### Brief
Filter the listing below, please, and copy only the lines with the word "Parkview".

### Input data

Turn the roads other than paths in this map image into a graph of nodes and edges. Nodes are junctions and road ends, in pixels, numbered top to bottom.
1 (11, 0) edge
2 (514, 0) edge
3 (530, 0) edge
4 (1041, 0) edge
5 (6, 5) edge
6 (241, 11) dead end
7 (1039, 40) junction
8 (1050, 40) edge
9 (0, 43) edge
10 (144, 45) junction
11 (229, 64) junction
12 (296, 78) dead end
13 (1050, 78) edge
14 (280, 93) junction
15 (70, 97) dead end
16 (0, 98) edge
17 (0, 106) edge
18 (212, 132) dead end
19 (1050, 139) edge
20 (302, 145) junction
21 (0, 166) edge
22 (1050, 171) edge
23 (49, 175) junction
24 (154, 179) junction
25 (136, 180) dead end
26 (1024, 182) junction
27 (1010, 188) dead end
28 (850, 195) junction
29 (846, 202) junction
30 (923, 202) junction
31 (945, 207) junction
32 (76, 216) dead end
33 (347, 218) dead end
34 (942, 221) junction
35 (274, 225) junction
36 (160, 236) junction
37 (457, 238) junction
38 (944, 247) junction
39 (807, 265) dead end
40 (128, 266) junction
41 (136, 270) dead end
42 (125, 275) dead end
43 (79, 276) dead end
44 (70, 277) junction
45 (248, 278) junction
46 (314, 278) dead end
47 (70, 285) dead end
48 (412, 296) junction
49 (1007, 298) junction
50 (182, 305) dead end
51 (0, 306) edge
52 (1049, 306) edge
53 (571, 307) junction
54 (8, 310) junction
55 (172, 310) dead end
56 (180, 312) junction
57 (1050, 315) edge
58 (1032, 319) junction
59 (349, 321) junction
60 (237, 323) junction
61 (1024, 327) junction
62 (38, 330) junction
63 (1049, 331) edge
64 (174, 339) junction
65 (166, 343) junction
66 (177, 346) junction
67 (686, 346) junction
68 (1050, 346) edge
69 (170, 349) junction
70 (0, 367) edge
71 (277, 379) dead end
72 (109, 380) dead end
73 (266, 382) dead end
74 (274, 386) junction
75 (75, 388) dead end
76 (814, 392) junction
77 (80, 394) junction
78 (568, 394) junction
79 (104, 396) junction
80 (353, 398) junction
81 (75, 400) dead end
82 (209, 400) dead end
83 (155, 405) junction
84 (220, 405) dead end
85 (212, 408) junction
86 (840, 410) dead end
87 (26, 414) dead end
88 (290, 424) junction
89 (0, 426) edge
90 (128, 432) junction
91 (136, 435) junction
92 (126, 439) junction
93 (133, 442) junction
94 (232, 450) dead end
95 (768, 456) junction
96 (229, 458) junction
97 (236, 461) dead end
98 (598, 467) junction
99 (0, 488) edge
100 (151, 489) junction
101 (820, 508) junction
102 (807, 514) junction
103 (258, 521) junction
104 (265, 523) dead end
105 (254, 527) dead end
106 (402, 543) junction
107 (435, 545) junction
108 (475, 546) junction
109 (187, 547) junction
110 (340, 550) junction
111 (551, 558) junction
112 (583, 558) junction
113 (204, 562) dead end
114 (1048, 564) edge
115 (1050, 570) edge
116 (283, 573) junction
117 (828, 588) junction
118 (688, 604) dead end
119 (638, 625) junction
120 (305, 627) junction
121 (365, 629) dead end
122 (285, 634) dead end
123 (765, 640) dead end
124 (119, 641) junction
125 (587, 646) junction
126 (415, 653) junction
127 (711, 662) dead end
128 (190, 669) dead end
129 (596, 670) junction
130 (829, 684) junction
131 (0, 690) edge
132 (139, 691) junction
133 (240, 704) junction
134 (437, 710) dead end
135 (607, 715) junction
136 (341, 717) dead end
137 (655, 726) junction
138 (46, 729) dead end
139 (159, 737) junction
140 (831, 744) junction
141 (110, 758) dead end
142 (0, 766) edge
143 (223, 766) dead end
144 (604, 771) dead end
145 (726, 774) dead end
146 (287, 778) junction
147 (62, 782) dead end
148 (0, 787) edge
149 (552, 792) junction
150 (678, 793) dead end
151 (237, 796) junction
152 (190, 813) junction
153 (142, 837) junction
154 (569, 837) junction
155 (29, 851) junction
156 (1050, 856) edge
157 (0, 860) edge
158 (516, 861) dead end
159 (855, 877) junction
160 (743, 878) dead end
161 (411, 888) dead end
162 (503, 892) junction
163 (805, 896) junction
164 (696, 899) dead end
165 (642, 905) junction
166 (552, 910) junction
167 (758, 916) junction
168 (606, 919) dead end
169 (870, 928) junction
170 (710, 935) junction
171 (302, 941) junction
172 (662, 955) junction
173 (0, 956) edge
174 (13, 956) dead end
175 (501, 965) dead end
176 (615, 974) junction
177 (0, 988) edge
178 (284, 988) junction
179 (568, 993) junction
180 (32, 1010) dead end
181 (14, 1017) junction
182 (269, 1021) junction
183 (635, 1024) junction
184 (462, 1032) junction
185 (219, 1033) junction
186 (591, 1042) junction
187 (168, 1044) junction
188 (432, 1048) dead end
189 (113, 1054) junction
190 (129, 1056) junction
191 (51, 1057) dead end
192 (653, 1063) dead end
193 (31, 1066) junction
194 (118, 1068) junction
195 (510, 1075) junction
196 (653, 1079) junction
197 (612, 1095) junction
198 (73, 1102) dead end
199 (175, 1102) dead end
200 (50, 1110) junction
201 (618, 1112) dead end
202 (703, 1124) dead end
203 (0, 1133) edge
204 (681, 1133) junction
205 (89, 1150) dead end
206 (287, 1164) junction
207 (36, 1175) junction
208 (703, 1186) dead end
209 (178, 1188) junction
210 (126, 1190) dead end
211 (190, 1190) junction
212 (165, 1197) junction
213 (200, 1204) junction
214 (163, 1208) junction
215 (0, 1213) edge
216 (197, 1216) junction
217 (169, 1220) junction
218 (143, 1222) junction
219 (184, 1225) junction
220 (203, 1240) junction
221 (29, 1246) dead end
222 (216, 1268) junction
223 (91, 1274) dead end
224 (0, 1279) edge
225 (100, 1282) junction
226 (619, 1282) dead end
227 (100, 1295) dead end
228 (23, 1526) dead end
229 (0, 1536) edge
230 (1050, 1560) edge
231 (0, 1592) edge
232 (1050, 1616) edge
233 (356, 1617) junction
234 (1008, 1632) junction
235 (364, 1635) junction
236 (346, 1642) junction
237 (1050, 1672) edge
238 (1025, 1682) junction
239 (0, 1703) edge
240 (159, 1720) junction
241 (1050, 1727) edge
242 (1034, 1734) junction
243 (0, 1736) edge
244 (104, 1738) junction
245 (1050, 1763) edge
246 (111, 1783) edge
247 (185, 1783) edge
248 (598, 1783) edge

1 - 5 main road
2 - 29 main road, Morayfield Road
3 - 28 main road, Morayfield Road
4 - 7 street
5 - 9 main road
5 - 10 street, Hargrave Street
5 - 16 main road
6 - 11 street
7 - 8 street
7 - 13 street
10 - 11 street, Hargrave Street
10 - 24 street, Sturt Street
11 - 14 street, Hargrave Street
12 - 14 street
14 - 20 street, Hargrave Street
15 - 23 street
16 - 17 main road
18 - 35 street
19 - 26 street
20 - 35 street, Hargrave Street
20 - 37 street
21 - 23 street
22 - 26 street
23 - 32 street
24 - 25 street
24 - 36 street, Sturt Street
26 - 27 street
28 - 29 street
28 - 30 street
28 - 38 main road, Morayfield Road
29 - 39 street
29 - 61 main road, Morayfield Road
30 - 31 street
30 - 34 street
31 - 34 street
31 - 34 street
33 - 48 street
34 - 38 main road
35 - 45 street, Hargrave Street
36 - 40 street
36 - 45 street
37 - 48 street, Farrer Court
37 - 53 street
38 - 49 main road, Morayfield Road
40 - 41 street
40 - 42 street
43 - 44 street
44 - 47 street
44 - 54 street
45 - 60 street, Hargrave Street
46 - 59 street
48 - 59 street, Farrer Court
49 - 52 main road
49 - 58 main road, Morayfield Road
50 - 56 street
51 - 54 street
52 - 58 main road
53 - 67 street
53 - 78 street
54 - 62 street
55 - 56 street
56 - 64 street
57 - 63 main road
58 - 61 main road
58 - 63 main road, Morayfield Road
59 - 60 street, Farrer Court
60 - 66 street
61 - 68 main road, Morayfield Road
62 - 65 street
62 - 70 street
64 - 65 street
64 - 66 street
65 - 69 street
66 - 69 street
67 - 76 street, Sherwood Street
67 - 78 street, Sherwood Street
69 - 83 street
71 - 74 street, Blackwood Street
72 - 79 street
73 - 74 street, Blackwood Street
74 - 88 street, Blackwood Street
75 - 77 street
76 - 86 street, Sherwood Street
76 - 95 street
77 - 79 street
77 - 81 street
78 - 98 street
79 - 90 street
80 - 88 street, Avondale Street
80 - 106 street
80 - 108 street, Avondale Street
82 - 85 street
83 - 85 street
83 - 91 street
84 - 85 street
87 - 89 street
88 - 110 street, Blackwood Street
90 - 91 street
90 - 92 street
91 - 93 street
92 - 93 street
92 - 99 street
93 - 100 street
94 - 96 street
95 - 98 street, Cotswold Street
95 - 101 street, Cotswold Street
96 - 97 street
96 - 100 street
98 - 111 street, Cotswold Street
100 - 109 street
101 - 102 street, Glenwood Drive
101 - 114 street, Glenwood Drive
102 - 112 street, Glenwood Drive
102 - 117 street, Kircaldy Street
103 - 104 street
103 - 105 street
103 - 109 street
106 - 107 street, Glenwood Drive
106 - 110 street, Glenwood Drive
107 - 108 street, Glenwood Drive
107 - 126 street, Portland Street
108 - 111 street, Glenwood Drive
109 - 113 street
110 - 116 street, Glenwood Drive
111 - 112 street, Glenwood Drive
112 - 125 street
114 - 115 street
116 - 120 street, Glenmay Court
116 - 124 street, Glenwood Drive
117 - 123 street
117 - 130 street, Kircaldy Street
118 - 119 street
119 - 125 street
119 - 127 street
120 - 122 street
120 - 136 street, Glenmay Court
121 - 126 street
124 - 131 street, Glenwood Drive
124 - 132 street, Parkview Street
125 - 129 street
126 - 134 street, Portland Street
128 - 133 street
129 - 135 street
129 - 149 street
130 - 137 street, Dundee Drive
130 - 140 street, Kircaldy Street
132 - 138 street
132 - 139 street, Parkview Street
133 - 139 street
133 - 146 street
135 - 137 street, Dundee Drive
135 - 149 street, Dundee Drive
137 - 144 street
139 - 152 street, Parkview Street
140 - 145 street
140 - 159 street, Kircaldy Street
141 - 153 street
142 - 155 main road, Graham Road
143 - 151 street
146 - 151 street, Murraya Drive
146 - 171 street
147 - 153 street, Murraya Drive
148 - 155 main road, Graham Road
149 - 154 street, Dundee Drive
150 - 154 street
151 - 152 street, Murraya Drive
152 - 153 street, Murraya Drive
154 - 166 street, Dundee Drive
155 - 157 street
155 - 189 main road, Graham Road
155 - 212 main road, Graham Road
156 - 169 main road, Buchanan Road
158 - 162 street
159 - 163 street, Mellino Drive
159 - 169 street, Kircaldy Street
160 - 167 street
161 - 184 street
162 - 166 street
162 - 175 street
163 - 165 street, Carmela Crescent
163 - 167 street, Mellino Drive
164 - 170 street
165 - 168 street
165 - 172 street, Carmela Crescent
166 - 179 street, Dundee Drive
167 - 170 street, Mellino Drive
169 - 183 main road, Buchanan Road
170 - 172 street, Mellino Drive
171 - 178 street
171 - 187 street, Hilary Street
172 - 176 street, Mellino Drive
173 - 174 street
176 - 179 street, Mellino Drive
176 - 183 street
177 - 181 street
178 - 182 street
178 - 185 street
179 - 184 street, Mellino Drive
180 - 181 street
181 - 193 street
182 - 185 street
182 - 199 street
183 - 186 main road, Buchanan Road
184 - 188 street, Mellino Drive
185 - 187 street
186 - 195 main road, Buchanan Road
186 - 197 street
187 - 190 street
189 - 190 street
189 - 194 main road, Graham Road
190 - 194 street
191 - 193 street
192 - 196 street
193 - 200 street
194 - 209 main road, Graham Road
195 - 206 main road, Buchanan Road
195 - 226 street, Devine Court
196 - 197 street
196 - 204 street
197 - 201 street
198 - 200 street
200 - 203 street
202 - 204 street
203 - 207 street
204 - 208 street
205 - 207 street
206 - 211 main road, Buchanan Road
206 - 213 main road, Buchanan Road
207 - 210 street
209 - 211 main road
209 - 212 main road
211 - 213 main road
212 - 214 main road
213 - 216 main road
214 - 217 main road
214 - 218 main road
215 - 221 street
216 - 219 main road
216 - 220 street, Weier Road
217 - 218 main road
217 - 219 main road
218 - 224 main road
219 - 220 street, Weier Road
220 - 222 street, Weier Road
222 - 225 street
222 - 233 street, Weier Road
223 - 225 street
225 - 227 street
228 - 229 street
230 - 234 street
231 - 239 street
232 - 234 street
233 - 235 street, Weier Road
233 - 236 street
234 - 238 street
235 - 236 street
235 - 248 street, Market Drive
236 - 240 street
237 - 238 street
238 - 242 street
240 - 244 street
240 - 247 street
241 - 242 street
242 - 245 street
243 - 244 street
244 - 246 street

### Answer section
124 - 132 street, Parkview Street
132 - 139 street, Parkview Street
139 - 152 street, Parkview Street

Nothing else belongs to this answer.